Giallo Fantastique is Dark, Lush, and Irresistable

Cover of Giallo Fantastique One of my favorite film genres is, without a doubt, the giallo. The giants in this area – Argento, Bava, Lucio – provide such an interesting mix of mystery, murder, noir, and always just a touch of something a little more. Usually it’s something twisted or paranormal or just outright frightening. So, when I saw that Word Horde was going to be putting out Giallo Fantastique, a collection of stories in the giallo genre, I was definitely excited!

Ross E. Lockhart has edited directed a collection of twelve stories by some of the best names around. In his introduction he discusses his choice for the title, as well as the use of the color yellow, which he explains became connected to the idea of decadence in the early 19th century. Decadence, weird crime, and fantastic horror weave through each of the stories, and there is something here for everyone.

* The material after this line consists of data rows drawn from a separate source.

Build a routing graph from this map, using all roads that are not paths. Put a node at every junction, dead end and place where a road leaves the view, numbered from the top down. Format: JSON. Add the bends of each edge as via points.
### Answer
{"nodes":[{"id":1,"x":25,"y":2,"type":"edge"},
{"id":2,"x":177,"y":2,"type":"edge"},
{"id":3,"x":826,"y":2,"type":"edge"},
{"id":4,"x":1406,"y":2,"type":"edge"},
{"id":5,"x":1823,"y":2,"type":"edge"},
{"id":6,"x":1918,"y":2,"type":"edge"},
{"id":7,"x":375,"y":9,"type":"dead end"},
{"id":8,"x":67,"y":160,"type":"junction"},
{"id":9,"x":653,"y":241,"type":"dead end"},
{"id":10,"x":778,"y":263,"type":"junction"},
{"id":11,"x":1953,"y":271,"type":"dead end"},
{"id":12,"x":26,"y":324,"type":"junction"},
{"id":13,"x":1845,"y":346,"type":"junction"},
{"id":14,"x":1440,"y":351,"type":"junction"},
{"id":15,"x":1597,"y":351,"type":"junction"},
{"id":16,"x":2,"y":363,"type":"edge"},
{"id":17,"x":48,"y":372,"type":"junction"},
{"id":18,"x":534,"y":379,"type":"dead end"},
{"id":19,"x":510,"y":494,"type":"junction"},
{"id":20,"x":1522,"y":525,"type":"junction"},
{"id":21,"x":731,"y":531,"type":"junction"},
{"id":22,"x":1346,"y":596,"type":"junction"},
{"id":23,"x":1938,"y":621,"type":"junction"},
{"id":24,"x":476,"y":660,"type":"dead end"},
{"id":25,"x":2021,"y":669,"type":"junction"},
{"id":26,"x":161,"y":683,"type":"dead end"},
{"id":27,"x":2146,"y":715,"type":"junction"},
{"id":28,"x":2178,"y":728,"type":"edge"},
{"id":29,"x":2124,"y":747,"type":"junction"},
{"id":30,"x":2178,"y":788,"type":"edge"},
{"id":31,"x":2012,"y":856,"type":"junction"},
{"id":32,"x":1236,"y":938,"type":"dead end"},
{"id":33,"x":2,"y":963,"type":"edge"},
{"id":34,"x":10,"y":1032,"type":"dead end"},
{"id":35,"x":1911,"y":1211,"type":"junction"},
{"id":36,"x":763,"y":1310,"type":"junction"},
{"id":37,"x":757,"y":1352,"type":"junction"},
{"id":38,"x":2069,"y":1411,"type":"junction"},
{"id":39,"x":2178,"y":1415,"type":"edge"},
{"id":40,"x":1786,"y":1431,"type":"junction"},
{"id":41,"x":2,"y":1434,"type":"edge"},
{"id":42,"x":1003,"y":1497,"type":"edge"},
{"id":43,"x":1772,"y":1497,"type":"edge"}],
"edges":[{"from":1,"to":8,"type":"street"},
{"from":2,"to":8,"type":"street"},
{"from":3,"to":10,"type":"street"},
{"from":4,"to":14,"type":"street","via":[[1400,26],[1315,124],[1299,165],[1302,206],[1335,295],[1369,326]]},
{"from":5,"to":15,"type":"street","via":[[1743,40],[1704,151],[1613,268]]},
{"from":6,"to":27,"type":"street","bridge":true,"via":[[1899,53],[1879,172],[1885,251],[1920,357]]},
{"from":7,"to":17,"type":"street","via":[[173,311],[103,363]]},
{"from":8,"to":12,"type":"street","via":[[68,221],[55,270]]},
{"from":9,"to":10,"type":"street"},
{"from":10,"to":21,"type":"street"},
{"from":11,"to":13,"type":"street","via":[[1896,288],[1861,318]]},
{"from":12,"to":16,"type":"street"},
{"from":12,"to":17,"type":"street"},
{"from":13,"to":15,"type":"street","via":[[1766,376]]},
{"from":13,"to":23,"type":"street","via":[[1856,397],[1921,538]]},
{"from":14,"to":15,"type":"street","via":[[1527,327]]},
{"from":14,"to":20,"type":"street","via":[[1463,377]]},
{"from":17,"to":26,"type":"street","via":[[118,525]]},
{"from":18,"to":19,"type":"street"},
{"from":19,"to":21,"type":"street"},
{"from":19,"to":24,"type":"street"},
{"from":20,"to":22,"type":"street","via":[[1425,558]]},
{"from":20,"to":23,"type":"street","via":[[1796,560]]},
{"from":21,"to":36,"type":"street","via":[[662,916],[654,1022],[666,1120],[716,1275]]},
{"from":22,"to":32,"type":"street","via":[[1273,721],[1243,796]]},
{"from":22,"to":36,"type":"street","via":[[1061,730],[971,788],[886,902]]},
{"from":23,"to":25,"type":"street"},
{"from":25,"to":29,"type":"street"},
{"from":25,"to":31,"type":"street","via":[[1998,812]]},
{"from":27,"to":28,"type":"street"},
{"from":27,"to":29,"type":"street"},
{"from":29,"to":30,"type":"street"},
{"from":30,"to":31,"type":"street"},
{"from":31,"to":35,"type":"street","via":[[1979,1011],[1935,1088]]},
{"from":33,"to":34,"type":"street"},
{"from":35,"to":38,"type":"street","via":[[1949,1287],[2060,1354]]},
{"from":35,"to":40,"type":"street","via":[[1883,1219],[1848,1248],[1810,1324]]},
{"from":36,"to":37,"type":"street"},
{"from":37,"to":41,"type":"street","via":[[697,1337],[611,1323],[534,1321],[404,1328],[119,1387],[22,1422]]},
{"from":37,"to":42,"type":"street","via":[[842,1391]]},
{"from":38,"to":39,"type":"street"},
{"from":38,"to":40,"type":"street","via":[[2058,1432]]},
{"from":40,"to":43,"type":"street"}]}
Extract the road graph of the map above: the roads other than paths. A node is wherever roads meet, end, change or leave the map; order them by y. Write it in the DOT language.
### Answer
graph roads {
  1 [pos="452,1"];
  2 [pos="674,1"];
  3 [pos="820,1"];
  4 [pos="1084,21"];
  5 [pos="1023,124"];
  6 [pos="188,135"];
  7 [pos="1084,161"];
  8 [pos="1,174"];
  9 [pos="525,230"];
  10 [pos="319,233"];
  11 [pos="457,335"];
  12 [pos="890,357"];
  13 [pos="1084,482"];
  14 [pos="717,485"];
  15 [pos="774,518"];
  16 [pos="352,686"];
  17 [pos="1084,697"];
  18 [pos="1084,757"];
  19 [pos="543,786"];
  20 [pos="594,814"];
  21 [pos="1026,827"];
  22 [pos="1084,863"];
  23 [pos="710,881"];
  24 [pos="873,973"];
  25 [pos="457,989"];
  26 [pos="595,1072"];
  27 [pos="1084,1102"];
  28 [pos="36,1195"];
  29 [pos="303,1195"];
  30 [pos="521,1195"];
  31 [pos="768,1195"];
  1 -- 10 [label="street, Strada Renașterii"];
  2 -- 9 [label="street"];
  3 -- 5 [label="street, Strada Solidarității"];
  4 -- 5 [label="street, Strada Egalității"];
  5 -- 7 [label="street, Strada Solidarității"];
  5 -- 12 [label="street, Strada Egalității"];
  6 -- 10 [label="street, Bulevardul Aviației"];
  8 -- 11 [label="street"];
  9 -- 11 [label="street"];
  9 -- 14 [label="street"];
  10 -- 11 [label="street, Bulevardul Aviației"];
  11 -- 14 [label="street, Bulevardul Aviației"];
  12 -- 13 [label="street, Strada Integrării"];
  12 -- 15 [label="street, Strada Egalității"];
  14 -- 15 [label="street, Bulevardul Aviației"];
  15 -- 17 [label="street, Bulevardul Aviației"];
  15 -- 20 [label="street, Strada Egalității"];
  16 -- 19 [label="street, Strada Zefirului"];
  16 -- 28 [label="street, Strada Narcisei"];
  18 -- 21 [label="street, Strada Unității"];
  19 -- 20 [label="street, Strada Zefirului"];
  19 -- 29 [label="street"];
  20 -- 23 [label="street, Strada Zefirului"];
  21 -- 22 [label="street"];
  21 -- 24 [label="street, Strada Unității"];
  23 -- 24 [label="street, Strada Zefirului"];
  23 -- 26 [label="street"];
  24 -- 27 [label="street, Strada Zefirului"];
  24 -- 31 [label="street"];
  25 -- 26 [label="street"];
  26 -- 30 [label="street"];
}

I found “Minerva” by Michael Kazepis and “In the Flat Light” by Adam Cesare to be the most closely related to the feel of giallo that I am used to seeing on the screen. Twisted murders and protagonists who are faced with nightmare-like circumstances play a part in both of these stories, and leave the reader with a sense that the world has been moved bit by bit out of the norm until it careens disturbingly out of control.

Orrin Grey’s “The Red Church” was also one of my favorites. There is a nice mixture of horror elements in this story. Grey’s protagonist is a reporter on a quest to interview an elusive artist, and several of the stories in this collection involve individuals who are interviewing or writing biographies, a plot device that works well and differently in each situation. I enjoyed seeing how each of the authors using this technique went about creating their story.

Possibly the most original take on the genre was “Hello, Handsome” by Garrett Cook, which introduces us to both an unusual protagonist and killer. I also enjoyed Anya Martin’s “Sensoria”, which brought in a bit of the gothic and used fantasy and suspense to weave a darkly beautiful tale that will haunt me for some time to come.

John Langan’s “The Communion of Saints” works from the point of view of a detective who is plagued with a series of murders by some extremely interesting criminals, a case which ends up taking him somewhere completely unexpected. I loved the various elements that he brought into this story – horror, weird, giallo, mystery – they are all combined and melded together in a really ingenious way.

I don’t want to say too much about these stories and give all the goodness away. I will say that there are also stories that pull in some science fiction, move more into the dusky recesses of the erotic, dip their toes into true-crime, and test the borders of a variety of different genres and worlds. In short, Giallo Fantastique is special, original, and impossible to put down. You’re going to want to curl up on a rainy evening with your glass of bourbon, turn the lights down low, throw something from Goblin on repeat, and just dive right in.

Savage and Beautiful: Laird Barron’s The Light Is the Darkness

Cover of The Light Is the DarknessI absolutely love Laird Barron‘s work, and have previously written on him. Recently I read The Light Is the Darkness and was completely blown away again.

Conrad Navarro is a trained fighter for the Pageant, a series of brutal events staged in secret for an elite group of rich creeps. Conrad is also searching for his sister, Imogene, who disappeared during her own search for the mysterious, and nefarious, Dr. Drake, whose unorthodox scientific experiments are believed by both siblings to have caused the death of their brother when they were children. The book is set in the weird version of a noir underground. Power plays pull Conrad back and forth between warring factions, and the characters spend most of their time entrenched within corruptive practices of one type or another. The weird infringes throughout, whether it is the odd set of physical attributes that Conrad seems to have been born with, or, in a more overt appearance, an otherworldly erotic close encounter with something in the other room.

Barron’s writing is sparse and minimalist when needed, both capturing the brutal feel of this character and his world, and then expanding just enough when needed to bring in a dark beauty for the descriptions. This work has some extremely beautiful dark prose that hits hard whether it describes a nightmarish landscape just the other side of this dimension

The moon shrieked below the threshold of human perception, reverberated in vast stygian chambers of rock and bone.

or the dream land someone like Conrad visits in his sleep

This bestial presence hunched until its crown of antlers scraped rock, and it chuckled and growled and reached for him, clutched him and drew him into the light.

or the beginning of one of the many, bloody and gruesome fights

The slow waltz in Hell began without music.

This book unfolds almost like a classic detective story, with Conrad continuing to search for his sister while being continually sidetracked by the competing factions in his world. However, his search for her, for answers, and for the man that may have ruined his life comes to a much more dramatic conclusion, as dark unimaginable forces begin to come into play, and Conrad himself begins to change.

If for some reason you have not yet read any of Barron’s work, you absolutely should stop whatever you are doing right now and go find some.